Source data –
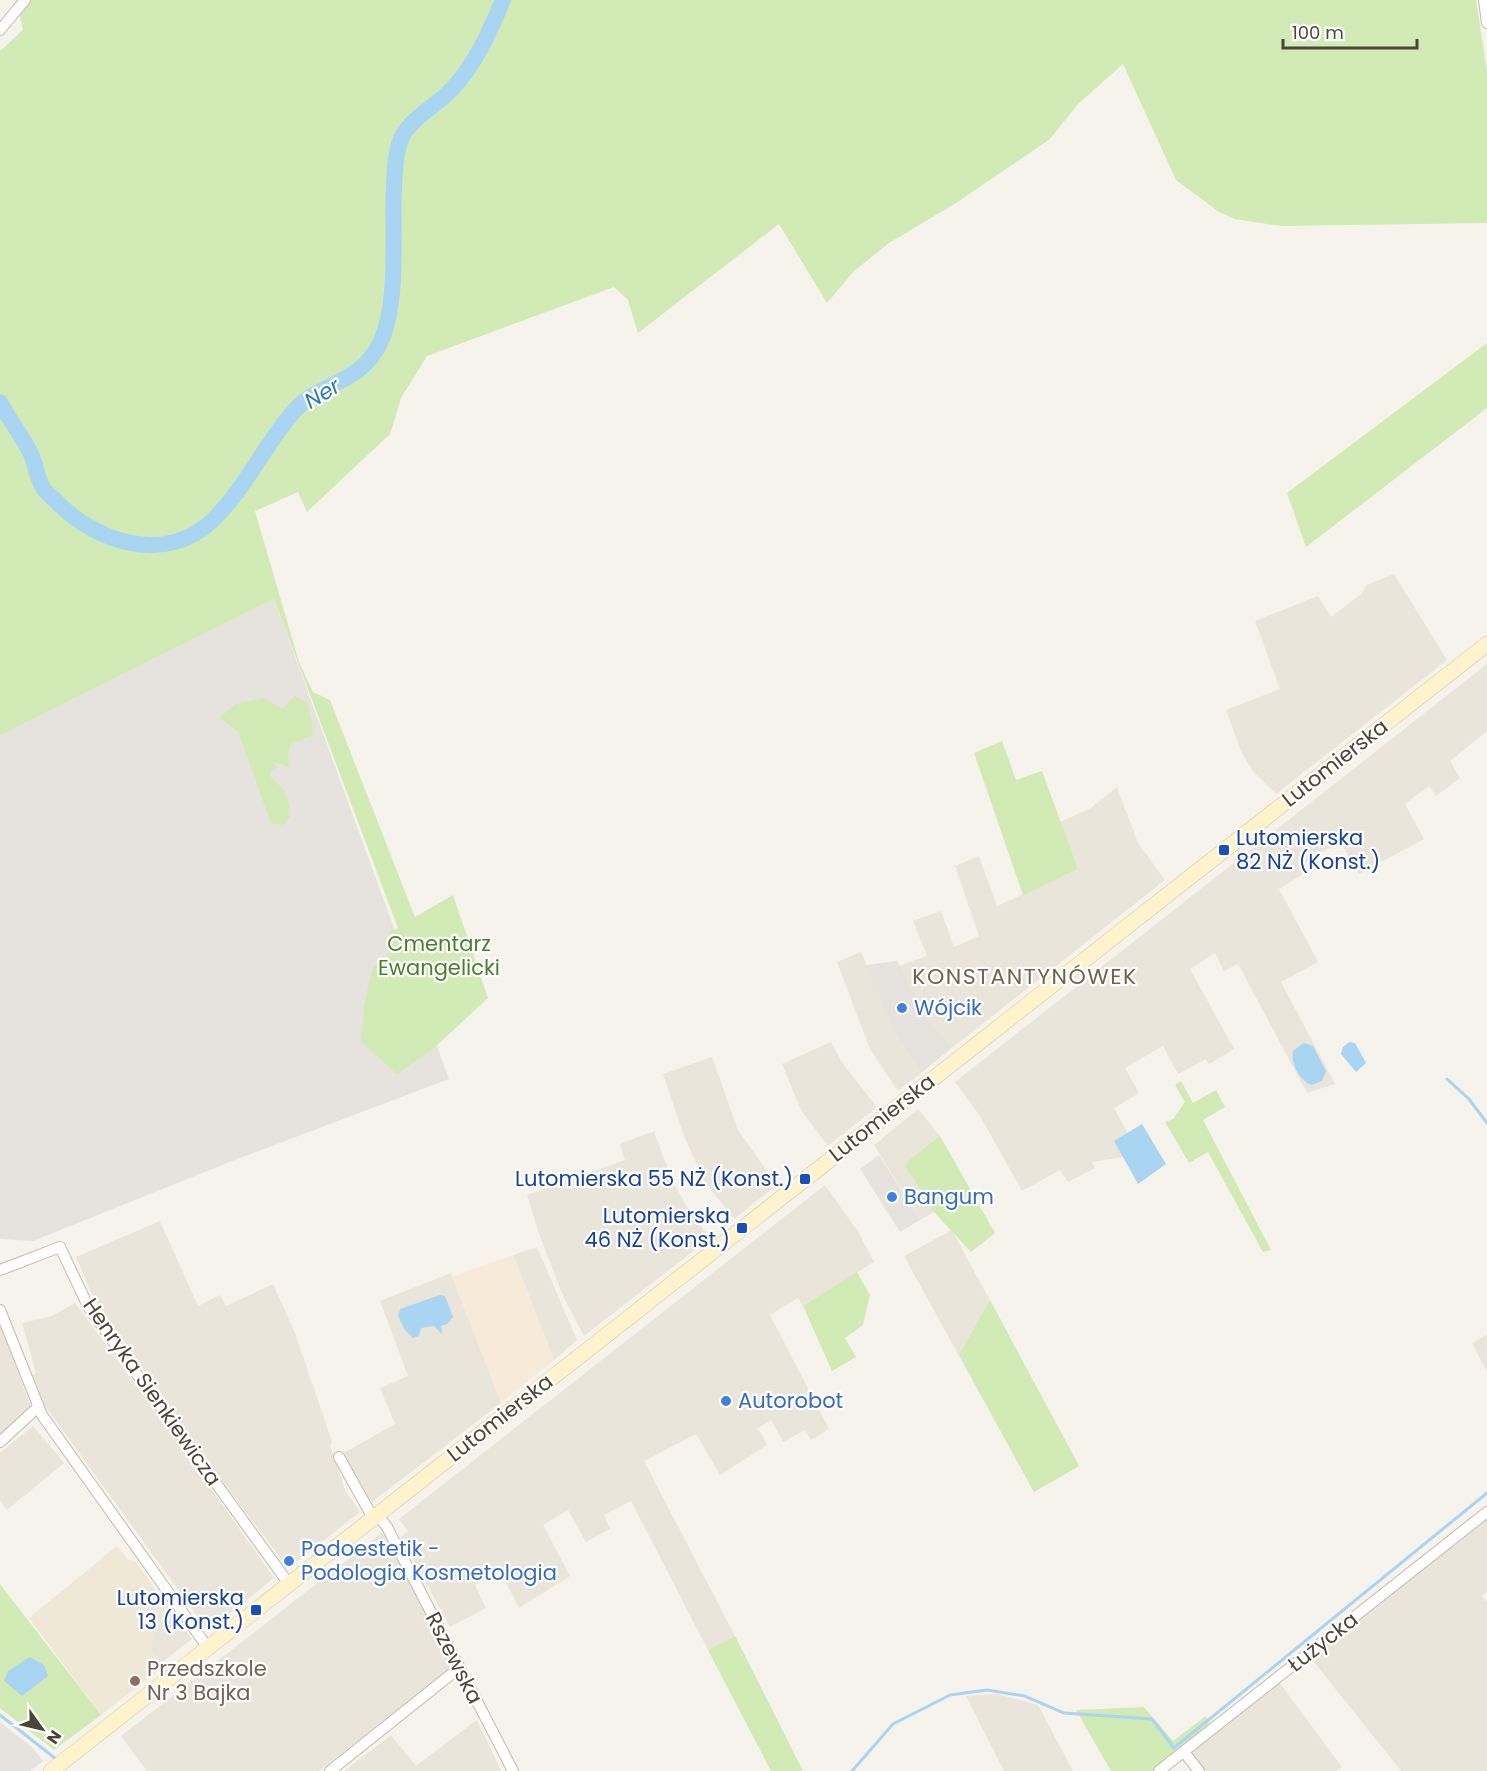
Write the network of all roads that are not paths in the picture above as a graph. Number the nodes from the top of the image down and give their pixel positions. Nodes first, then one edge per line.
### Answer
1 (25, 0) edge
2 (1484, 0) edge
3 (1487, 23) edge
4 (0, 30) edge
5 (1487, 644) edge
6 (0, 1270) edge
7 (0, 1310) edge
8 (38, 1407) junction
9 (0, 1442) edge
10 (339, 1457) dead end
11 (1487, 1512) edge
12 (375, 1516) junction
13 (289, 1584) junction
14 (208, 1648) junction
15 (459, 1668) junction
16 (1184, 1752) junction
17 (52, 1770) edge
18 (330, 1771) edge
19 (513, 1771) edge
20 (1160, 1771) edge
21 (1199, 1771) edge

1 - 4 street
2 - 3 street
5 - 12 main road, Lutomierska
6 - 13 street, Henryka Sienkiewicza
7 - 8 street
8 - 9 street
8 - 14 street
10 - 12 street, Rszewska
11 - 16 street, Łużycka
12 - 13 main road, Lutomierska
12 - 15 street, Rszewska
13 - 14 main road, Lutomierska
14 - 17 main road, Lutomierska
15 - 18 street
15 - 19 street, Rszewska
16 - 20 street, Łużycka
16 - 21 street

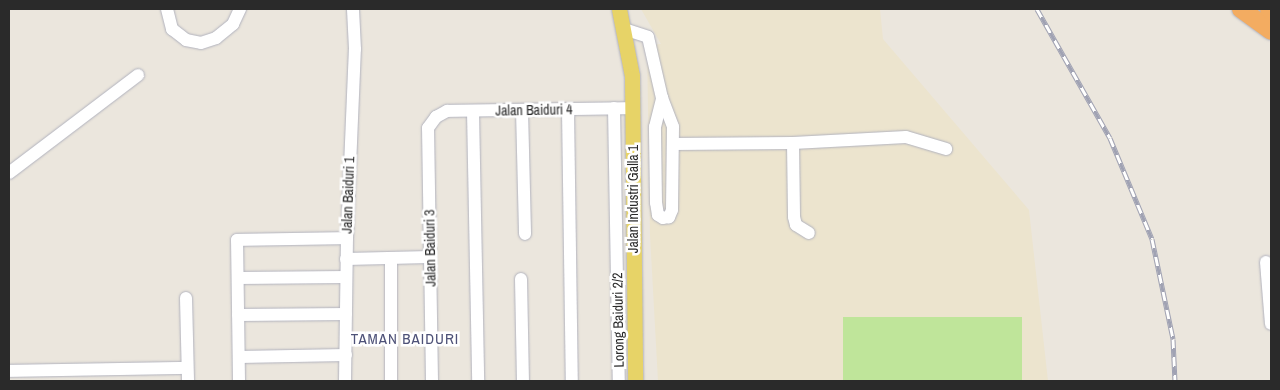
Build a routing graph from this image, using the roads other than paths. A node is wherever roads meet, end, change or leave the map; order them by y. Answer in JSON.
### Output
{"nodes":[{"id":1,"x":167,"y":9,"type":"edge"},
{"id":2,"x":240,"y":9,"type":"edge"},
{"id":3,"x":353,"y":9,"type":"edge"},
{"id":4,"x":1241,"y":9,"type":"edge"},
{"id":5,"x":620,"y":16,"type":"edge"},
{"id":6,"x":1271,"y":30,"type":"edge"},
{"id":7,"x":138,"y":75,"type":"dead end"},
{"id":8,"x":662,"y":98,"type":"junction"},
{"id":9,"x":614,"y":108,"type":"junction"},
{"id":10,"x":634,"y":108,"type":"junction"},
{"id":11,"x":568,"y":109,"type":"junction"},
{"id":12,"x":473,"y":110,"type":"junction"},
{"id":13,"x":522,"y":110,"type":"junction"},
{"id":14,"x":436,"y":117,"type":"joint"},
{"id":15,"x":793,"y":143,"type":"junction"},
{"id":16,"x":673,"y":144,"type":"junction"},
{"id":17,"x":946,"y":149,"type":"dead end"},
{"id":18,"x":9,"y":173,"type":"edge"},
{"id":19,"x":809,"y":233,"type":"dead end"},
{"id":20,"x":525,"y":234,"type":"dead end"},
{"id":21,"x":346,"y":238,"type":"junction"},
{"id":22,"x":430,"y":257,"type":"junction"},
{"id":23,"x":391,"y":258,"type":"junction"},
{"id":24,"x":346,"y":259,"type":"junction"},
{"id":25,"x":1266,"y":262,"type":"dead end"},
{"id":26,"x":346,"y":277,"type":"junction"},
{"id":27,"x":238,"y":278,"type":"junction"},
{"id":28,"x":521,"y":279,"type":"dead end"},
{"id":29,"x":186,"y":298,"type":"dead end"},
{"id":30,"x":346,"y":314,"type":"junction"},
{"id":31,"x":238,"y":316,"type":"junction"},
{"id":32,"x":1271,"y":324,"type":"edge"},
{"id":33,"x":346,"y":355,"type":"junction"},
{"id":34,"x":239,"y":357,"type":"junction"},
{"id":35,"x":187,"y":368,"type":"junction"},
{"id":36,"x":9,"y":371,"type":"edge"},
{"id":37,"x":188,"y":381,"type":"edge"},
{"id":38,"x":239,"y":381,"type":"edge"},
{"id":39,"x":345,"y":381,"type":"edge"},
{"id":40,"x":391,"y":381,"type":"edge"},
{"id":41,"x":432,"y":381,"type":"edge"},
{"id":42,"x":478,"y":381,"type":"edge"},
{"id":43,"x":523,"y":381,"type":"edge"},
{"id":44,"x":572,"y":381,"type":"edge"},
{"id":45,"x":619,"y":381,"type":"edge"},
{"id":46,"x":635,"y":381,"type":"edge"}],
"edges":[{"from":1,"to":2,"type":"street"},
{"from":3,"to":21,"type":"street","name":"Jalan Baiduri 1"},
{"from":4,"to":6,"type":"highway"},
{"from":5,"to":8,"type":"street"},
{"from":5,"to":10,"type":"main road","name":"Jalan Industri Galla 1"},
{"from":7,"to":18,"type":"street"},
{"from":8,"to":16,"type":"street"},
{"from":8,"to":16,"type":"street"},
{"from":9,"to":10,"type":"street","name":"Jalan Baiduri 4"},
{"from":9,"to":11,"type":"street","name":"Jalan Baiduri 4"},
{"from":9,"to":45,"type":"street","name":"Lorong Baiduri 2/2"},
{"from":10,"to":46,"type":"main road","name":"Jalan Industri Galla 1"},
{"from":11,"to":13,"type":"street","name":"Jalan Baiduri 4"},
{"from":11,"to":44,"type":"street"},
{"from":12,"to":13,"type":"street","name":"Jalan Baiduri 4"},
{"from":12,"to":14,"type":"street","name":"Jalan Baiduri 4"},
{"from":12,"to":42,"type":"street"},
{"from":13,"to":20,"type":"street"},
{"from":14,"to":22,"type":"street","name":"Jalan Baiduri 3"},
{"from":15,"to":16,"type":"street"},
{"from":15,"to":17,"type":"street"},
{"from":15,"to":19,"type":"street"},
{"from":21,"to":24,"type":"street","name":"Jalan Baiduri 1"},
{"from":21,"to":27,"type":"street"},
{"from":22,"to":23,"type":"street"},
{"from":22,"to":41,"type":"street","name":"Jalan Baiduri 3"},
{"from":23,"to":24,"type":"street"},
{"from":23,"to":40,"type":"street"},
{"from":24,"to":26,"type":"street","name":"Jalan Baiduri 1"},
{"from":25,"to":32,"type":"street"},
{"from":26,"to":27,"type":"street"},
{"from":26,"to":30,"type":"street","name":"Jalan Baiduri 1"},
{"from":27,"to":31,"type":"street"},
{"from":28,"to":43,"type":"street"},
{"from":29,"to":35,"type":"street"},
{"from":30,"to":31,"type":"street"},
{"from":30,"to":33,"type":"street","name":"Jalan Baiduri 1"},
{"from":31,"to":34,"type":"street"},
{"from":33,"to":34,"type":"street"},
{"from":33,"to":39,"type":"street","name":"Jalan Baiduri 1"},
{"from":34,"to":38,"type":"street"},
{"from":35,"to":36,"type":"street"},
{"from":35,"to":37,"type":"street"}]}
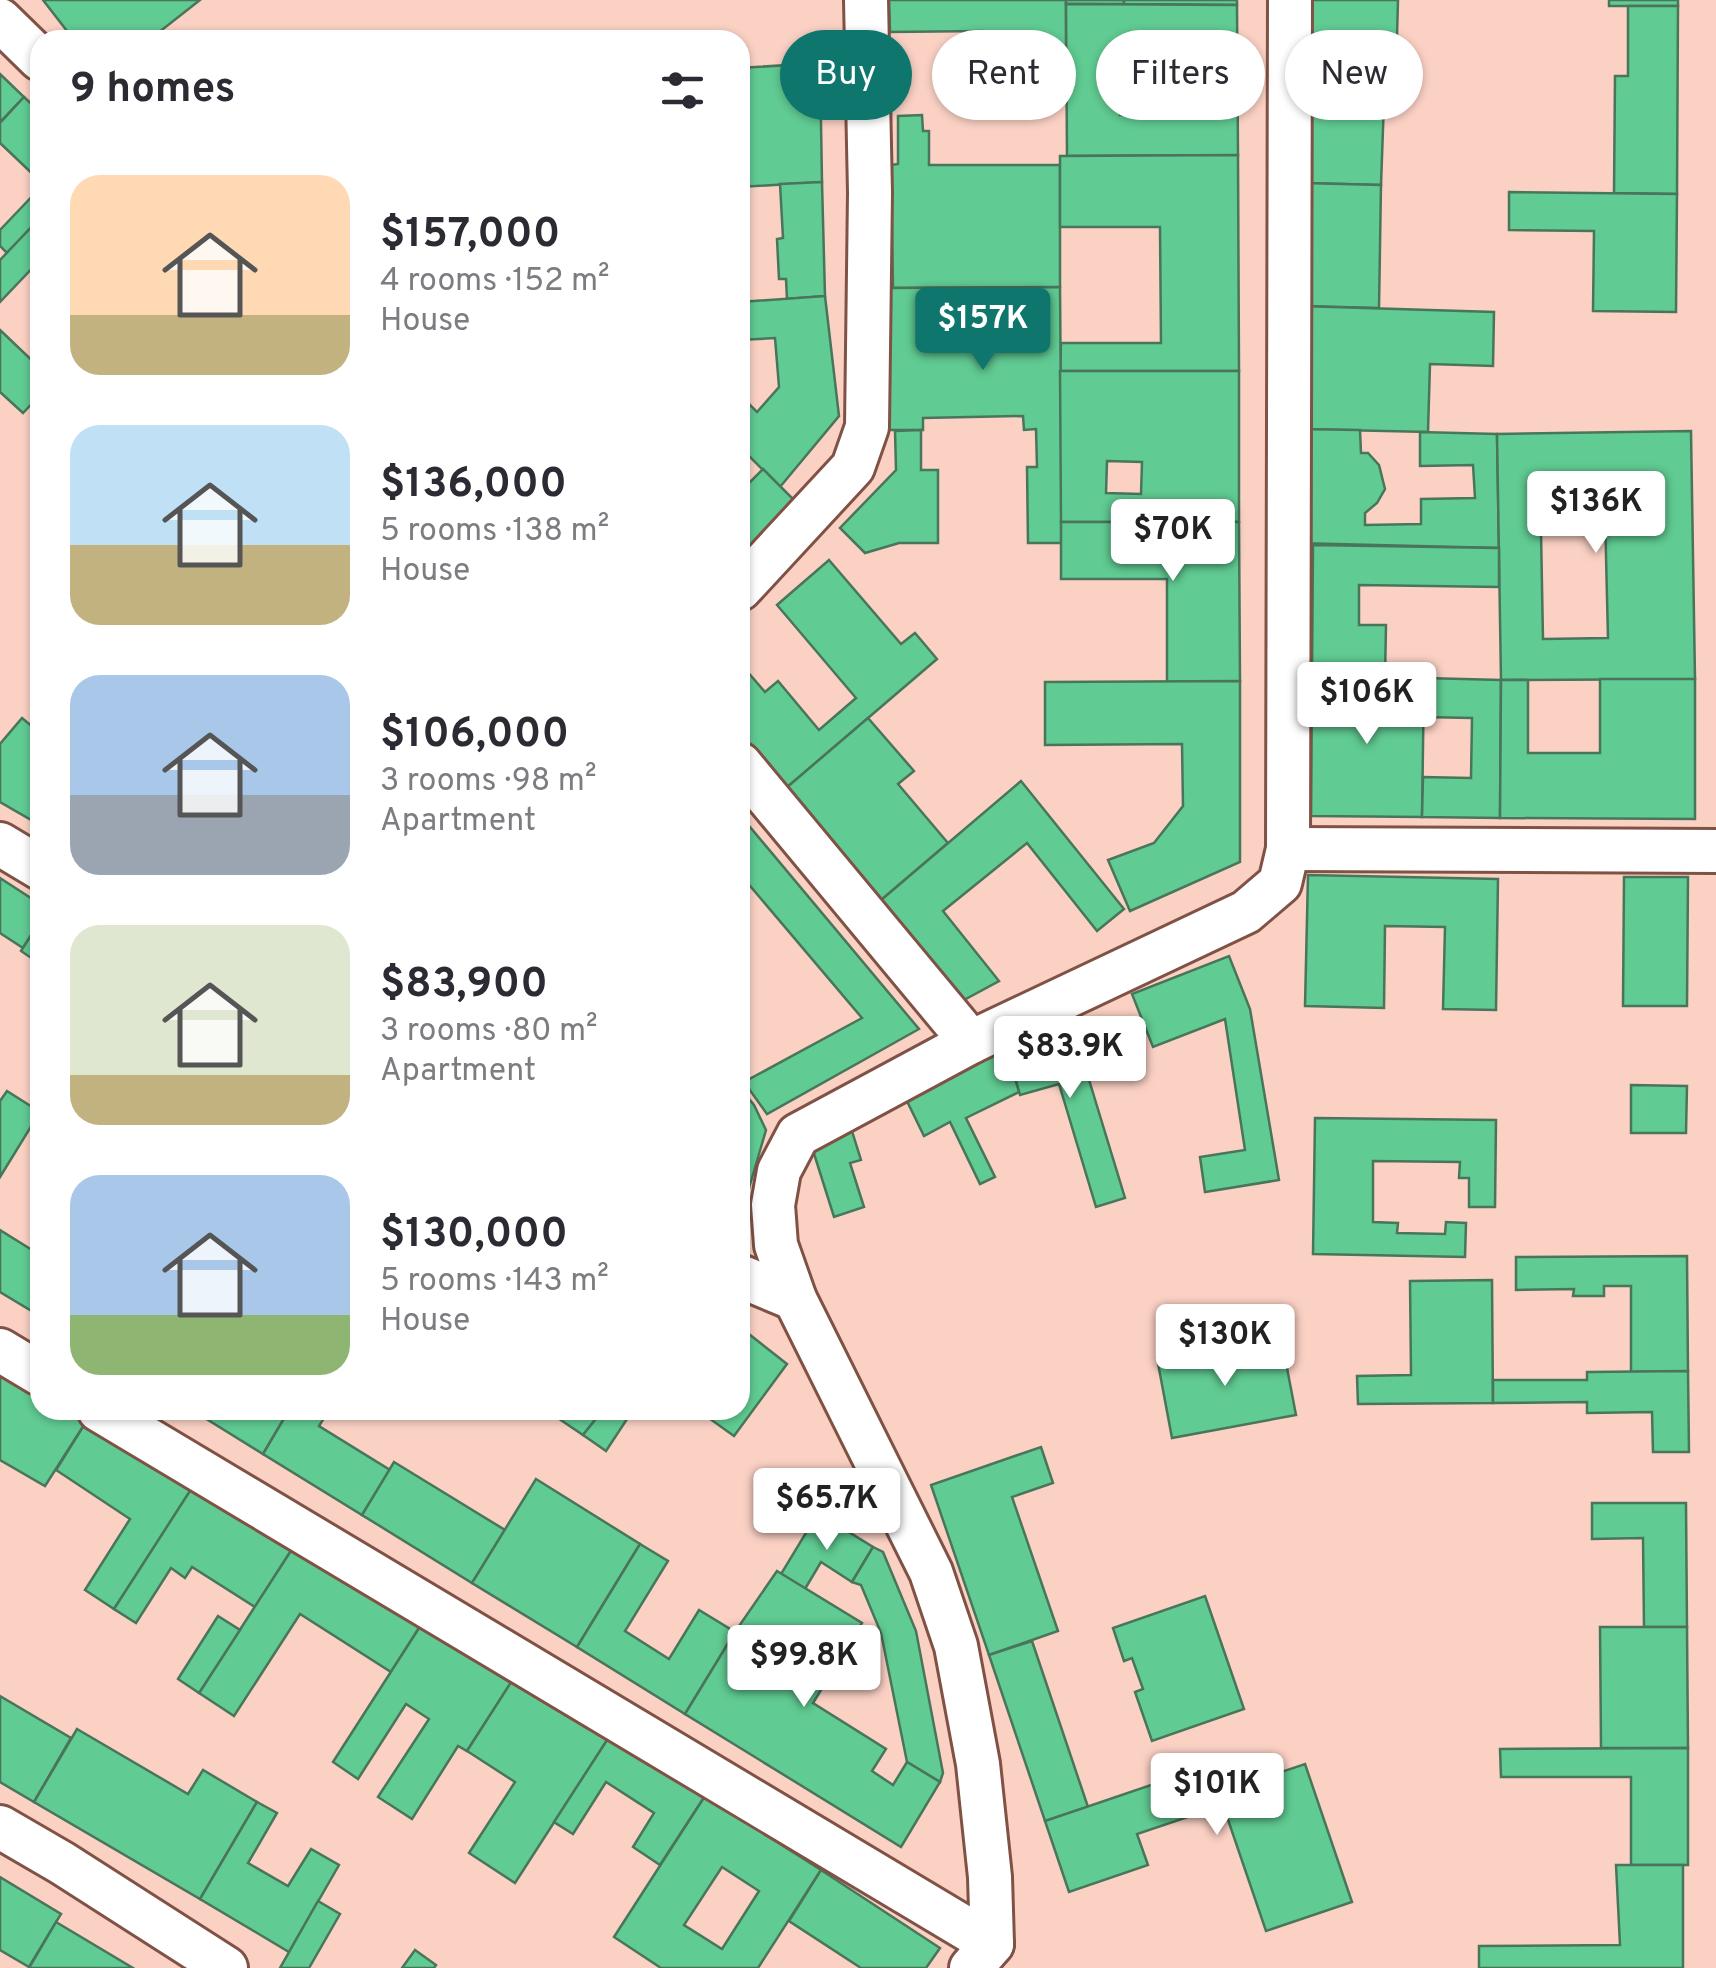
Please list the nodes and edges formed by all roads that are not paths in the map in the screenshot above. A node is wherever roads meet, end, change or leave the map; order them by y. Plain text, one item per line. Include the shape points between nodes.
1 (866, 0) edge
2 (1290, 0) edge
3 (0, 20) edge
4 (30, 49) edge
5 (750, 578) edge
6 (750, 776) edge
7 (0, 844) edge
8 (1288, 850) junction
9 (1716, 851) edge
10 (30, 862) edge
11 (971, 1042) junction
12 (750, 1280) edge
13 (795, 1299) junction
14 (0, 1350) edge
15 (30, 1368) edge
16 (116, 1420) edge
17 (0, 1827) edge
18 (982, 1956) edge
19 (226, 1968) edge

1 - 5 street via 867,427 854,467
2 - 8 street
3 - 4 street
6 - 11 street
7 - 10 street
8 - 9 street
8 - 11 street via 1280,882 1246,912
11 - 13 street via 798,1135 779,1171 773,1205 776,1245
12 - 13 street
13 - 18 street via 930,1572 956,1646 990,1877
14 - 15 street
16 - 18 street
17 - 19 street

Exercise details – Using the listing above, show every line that includes the string "roads".

Task answer –
Write the network of all roads that are not paths in the picture above as a graph. Number the nodes from the top of the image down and give their pixel positions. Nodes first, then one edge per line.
Build a routing graph from this image, using the roads other than paths. A node is wherever roads meet, end, change or leave the map; order them by y. Answer in JSON.
Please list the nodes and edges formed by all roads that are not paths in the map in the screenshot above. A node is wherever roads meet, end, change or leave the map; order them by y. Plain text, one item per line. Include the shape points between nodes.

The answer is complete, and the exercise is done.